24 Mayıs 2010 Pazartesi

tıko problemo..

dün sinirimden, sıkıntımdan yedim de yedim..benim bünyem böyle..can sıkıntılı olunca aradaki farkı yemek yiyerek kapatmaya çalışıyo..bugün sövünce rahatladım, detoksumsu bişi yapıyim dedim..kabak haşlamalısından, yeşil çaylısından..baktım iyi gidiyorum, hadi dedim farilya böğürtlenli, fantastik ve son derece orgazmik dondurmadan yemeyi hakettin.. ( yanında verilen aşkına bedava adı altındaki dandirik korneti yemedim, yemem..) sigaram da bitmişti, bahanesi oldu..üşendim önce ama damarlarımdaki asil mi asil kan, nikotin diye diye akmaya başlamadan önce gideyim dedim..

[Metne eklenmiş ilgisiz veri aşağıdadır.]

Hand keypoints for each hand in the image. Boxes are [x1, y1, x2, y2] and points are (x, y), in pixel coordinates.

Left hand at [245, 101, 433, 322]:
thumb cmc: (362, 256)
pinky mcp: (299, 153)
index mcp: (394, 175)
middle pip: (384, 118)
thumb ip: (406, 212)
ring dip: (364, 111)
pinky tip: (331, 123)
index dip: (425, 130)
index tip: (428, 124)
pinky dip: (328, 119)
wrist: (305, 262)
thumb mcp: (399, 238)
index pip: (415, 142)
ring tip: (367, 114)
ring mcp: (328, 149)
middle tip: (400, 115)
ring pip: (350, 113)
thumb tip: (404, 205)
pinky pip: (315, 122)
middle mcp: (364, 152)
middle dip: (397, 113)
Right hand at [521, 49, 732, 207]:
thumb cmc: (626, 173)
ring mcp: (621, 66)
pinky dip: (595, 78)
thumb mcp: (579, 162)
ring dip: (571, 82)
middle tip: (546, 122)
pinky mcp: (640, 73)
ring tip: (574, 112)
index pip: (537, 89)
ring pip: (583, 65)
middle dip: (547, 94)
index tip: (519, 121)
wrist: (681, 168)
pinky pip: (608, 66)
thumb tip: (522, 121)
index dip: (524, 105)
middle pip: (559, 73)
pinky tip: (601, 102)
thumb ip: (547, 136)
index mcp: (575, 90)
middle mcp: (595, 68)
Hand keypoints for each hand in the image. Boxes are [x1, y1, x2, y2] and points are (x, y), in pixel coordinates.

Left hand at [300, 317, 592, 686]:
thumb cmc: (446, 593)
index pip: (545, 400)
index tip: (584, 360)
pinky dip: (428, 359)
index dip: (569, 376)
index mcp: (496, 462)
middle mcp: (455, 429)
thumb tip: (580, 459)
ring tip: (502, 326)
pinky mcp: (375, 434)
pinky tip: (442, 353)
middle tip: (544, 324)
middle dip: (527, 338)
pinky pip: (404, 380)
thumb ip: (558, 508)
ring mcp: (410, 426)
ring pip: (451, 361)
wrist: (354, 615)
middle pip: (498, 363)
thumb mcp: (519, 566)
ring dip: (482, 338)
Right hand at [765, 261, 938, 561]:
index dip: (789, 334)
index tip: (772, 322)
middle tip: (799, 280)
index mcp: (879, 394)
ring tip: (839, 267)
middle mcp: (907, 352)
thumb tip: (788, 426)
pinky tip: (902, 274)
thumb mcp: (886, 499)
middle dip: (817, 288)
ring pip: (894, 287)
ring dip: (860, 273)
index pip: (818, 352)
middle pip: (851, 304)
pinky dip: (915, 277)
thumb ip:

bakkalla market arası bi yer var apartmanın karşısında..normalde geçirtken fiyatları yüzünden asla uğramam..ancak sigara dondurma gibi sabit fiyatlı şeyleri alırım ordan..neyse gittim işte..bakkal kadın ritüeli bozmamaya yemin etmiş olucak ki artık ezberlediğim cümleyi söyledi.. " sen kilo mu aldın ya? ne güzel bi ara incecik olmuştun.." he dedim aldım, işte sınavlar, okul mokul naparsın..o hep yanı cümleyi söylüyo ben de kilom hemen hemen aynı olmasına rağmen hep aynı cevabı veriyorum..ayrıca ben hiçbi zaman "incecik" olmadım..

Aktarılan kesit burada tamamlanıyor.